The result should be every line of the listing that contains "spara".
↓↓↓
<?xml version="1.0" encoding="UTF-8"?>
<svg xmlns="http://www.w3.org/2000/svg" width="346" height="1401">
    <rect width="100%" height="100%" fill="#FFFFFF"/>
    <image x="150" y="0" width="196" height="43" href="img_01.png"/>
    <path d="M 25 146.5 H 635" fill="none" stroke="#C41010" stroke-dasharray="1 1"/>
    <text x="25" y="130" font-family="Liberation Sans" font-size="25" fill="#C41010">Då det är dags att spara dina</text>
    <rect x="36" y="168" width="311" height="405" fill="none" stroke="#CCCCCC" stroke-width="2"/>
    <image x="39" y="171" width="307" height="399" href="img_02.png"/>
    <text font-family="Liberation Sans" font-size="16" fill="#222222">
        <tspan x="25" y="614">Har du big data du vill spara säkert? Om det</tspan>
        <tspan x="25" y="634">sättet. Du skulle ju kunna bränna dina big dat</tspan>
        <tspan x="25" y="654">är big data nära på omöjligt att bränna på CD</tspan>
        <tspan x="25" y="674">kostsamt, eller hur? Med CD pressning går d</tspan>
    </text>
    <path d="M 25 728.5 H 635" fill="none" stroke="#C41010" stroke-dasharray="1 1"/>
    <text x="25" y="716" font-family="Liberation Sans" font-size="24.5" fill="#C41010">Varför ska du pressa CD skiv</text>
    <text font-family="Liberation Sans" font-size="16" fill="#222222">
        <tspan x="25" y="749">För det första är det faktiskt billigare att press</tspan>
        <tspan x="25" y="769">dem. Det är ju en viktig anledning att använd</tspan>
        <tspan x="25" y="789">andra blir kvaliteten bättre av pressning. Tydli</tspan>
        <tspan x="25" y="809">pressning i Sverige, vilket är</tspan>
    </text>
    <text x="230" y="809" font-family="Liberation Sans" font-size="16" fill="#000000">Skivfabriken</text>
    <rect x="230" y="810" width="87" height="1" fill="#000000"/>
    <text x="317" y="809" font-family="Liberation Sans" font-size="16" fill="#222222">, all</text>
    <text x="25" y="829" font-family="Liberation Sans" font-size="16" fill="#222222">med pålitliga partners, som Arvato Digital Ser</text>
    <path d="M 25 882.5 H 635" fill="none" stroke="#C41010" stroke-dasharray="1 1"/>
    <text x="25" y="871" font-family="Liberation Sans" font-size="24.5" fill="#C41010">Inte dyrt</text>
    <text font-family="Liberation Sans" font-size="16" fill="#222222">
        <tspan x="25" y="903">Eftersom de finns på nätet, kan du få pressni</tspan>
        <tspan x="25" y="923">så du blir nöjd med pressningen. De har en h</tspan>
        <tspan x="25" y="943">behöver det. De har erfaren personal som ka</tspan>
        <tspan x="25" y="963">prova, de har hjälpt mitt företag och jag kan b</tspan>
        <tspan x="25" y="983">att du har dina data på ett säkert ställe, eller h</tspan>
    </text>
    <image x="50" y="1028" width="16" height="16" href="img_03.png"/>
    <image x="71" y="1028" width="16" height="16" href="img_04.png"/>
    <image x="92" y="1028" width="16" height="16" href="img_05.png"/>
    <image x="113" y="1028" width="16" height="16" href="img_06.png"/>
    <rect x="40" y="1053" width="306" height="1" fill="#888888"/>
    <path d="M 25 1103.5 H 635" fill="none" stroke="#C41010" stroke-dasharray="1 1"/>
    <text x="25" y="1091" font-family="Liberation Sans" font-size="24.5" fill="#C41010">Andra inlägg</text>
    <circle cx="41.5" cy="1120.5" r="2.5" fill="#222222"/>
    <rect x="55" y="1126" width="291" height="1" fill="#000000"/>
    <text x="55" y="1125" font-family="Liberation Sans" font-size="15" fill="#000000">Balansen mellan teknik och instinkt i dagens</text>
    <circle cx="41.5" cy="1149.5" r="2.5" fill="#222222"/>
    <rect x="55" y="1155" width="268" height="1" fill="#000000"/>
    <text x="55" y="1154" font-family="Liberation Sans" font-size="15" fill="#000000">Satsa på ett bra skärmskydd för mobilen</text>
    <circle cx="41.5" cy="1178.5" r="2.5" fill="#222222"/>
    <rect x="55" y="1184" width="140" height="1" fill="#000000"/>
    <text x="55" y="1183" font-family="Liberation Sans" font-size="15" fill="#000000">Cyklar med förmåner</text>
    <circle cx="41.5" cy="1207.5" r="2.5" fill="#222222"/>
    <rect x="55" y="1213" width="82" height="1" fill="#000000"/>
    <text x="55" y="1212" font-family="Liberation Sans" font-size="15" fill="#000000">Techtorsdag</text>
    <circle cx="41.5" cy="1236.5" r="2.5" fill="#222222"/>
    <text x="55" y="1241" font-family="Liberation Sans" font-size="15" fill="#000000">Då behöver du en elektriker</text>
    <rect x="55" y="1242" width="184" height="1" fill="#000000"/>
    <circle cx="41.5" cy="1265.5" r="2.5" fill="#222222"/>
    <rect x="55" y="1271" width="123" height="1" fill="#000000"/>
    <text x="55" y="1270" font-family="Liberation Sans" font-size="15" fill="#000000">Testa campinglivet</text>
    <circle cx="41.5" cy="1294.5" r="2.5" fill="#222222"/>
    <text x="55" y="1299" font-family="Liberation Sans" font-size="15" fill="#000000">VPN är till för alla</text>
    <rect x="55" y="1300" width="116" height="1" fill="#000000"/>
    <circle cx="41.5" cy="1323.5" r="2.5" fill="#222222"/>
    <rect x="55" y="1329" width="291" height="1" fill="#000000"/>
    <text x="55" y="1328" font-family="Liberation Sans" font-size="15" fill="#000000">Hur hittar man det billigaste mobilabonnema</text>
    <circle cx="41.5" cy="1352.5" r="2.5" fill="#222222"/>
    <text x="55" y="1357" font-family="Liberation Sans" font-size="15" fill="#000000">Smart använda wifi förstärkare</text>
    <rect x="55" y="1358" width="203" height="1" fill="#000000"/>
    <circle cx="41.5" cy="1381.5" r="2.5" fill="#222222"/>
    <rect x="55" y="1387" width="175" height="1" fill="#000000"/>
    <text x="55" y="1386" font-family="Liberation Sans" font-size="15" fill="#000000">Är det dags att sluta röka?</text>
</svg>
↑↑↑
ANSWER TO THIS EXERCISE>
    <text x="25" y="130" font-family="Liberation Sans" font-size="25" fill="#C41010">Då det är dags att spara dina</text>
        <tspan x="25" y="614">Har du big data du vill spara säkert? Om det</tspan>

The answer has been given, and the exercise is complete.